Saved entries -

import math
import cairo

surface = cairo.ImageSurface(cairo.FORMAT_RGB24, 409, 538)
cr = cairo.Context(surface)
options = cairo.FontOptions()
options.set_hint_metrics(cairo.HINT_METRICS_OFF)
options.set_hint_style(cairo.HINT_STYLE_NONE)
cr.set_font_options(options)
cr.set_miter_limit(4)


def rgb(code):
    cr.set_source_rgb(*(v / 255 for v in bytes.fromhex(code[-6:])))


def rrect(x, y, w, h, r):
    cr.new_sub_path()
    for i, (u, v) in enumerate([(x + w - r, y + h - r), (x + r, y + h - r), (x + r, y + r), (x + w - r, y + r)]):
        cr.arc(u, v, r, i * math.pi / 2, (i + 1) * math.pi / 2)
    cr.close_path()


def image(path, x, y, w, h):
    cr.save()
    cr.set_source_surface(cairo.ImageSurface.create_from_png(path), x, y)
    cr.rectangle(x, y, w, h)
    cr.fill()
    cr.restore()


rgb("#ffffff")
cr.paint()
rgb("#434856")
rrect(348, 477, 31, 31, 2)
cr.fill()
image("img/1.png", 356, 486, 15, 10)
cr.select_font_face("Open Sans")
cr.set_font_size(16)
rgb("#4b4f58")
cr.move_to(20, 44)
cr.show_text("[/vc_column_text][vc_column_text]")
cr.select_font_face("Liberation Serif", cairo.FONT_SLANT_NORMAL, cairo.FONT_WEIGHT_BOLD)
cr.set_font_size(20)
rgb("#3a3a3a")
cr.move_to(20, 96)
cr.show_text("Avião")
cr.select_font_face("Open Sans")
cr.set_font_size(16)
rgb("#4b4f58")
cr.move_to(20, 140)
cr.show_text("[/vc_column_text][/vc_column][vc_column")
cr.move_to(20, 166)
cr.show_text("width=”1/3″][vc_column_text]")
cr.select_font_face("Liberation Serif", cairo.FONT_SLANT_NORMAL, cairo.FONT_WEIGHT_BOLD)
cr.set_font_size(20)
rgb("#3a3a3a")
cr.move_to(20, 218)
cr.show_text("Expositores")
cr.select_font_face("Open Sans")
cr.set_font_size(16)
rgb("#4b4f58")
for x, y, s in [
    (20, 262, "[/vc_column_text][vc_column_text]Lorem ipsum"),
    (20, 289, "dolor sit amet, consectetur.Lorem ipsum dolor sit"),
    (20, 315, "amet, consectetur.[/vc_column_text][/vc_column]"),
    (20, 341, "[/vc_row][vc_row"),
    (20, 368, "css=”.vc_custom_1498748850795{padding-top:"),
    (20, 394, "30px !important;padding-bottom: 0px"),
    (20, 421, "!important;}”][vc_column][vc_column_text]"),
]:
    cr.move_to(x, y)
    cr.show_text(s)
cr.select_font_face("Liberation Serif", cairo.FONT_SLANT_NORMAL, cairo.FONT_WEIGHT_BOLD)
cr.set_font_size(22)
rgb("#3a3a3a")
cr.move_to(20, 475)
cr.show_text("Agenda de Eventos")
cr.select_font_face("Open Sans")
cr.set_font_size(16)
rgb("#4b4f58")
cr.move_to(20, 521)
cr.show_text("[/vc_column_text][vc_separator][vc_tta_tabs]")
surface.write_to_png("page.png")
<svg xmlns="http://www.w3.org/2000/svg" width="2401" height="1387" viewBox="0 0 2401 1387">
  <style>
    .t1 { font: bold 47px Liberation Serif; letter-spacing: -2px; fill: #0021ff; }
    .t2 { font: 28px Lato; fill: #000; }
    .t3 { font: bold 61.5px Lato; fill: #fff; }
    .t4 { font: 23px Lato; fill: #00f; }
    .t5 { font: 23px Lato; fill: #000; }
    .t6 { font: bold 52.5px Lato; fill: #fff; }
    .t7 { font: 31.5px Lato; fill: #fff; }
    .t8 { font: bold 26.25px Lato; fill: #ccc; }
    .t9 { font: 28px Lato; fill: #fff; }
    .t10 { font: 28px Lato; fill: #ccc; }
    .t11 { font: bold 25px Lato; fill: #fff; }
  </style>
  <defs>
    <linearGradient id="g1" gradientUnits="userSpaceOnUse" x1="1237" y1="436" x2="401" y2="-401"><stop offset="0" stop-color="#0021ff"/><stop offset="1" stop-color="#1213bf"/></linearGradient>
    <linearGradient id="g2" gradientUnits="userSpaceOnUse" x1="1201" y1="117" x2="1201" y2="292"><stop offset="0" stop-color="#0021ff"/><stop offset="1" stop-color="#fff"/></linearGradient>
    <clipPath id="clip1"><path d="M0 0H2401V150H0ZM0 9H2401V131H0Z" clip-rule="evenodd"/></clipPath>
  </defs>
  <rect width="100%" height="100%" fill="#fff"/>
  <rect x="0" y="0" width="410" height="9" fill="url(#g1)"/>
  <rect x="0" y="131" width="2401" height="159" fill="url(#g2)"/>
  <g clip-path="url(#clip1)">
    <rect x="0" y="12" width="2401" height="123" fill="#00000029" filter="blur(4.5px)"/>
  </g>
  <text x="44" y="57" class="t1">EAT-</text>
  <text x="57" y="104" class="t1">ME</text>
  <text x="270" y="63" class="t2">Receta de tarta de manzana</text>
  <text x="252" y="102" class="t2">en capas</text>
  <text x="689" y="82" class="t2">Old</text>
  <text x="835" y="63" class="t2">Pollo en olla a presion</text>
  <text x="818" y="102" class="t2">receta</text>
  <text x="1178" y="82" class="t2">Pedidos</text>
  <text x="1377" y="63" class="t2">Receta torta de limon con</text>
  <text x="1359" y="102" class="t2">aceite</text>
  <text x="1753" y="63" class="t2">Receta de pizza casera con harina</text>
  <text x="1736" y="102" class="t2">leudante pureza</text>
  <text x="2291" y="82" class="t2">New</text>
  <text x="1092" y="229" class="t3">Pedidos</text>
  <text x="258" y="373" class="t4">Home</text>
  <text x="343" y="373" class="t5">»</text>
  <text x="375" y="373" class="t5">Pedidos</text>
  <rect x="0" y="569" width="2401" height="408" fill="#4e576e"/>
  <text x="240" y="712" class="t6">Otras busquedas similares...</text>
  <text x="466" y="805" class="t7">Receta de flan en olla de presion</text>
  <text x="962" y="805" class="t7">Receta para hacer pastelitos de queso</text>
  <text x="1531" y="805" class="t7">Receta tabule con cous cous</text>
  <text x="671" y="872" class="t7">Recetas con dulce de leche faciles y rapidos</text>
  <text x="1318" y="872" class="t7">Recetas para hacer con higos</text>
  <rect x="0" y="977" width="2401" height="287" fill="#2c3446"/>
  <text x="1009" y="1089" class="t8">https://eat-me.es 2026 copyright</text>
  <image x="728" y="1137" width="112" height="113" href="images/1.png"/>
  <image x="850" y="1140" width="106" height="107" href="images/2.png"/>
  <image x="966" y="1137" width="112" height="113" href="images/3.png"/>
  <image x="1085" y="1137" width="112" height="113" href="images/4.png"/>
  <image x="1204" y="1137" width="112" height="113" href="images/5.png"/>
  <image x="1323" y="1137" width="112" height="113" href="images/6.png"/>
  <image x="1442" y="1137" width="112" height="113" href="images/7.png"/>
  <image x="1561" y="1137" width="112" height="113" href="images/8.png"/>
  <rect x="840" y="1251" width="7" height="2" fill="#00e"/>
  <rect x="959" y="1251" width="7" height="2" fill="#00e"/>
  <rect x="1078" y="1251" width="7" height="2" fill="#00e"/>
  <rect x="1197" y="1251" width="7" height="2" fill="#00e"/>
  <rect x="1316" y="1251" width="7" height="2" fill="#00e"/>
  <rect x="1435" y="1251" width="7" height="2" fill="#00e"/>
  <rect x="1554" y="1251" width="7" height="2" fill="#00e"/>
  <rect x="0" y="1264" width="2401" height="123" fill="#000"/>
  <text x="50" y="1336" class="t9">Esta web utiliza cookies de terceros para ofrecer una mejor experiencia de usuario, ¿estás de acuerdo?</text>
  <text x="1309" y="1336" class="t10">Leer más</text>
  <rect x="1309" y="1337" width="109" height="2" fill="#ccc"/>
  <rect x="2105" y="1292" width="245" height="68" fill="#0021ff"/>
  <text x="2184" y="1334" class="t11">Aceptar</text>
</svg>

Required work - Restate word for word the lines of the data above, starting at the line containing "cr.new_sub_path()" and ending at the line containing "cr.restore()", both included, and nothing more.

Answer to the problem -
    cr.new_sub_path()
    for i, (u, v) in enumerate([(x + w - r, y + h - r), (x + r, y + h - r), (x + r, y + r), (x + w - r, y + r)]):
        cr.arc(u, v, r, i * math.pi / 2, (i + 1) * math.pi / 2)
    cr.close_path()


def image(path, x, y, w, h):
    cr.save()
    cr.set_source_surface(cairo.ImageSurface.create_from_png(path), x, y)
    cr.rectangle(x, y, w, h)
    cr.fill()
    cr.restore()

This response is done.